## Work order
Can you restate the records below word for word?

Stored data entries

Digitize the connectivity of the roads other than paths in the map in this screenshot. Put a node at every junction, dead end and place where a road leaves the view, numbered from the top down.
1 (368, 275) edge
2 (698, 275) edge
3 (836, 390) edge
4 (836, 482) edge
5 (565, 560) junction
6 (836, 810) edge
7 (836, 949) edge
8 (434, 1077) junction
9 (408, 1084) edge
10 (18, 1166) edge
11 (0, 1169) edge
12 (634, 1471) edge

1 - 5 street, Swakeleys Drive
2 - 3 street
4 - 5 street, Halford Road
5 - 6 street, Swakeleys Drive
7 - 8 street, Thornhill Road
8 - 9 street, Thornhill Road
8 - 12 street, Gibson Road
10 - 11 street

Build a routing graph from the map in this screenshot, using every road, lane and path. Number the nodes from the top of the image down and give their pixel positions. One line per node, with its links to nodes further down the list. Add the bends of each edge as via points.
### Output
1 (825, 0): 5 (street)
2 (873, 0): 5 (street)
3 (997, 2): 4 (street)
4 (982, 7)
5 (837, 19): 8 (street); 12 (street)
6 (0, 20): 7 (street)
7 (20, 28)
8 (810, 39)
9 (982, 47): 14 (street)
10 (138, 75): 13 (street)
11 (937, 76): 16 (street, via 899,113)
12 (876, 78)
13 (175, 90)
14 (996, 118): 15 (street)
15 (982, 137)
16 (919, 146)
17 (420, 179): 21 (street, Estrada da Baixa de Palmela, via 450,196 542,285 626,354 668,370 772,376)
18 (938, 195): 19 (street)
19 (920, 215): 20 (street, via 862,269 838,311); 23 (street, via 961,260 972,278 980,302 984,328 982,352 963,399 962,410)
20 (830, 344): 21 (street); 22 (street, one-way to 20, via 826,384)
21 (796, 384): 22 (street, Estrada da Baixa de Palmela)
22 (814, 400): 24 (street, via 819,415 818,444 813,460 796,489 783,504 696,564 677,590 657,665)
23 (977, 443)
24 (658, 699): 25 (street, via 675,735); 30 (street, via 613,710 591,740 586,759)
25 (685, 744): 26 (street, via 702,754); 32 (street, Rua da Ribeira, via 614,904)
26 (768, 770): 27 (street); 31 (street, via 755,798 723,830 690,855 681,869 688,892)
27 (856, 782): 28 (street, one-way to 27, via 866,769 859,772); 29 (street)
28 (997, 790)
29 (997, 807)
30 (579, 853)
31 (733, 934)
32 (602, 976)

## Task answer
Digitize the connectivity of the roads other than paths in the map in this screenshot. Put a node at every junction, dead end and place where a road leaves the view, numbered from the top down.
1 (368, 275) edge
2 (698, 275) edge
3 (836, 390) edge
4 (836, 482) edge
5 (565, 560) junction
6 (836, 810) edge
7 (836, 949) edge
8 (434, 1077) junction
9 (408, 1084) edge
10 (18, 1166) edge
11 (0, 1169) edge
12 (634, 1471) edge

1 - 5 street, Swakeleys Drive
2 - 3 street
4 - 5 street, Halford Road
5 - 6 street, Swakeleys Drive
7 - 8 street, Thornhill Road
8 - 9 street, Thornhill Road
8 - 12 street, Gibson Road
10 - 11 street

Build a routing graph from the map in this screenshot, using every road, lane and path. Number the nodes from the top of the image down and give their pixel positions. One line per node, with its links to nodes further down the list. Add the bends of each edge as via points.
### Output
1 (825, 0): 5 (street)
2 (873, 0): 5 (street)
3 (997, 2): 4 (street)
4 (982, 7)
5 (837, 19): 8 (street); 12 (street)
6 (0, 20): 7 (street)
7 (20, 28)
8 (810, 39)
9 (982, 47): 14 (street)
10 (138, 75): 13 (street)
11 (937, 76): 16 (street, via 899,113)
12 (876, 78)
13 (175, 90)
14 (996, 118): 15 (street)
15 (982, 137)
16 (919, 146)
17 (420, 179): 21 (street, Estrada da Baixa de Palmela, via 450,196 542,285 626,354 668,370 772,376)
18 (938, 195): 19 (street)
19 (920, 215): 20 (street, via 862,269 838,311); 23 (street, via 961,260 972,278 980,302 984,328 982,352 963,399 962,410)
20 (830, 344): 21 (street); 22 (street, one-way to 20, via 826,384)
21 (796, 384): 22 (street, Estrada da Baixa de Palmela)
22 (814, 400): 24 (street, via 819,415 818,444 813,460 796,489 783,504 696,564 677,590 657,665)
23 (977, 443)
24 (658, 699): 25 (street, via 675,735); 30 (street, via 613,710 591,740 586,759)
25 (685, 744): 26 (street, via 702,754); 32 (street, Rua da Ribeira, via 614,904)
26 (768, 770): 27 (street); 31 (street, via 755,798 723,830 690,855 681,869 688,892)
27 (856, 782): 28 (street, one-way to 27, via 866,769 859,772); 29 (street)
28 (997, 790)
29 (997, 807)
30 (579, 853)
31 (733, 934)
32 (602, 976)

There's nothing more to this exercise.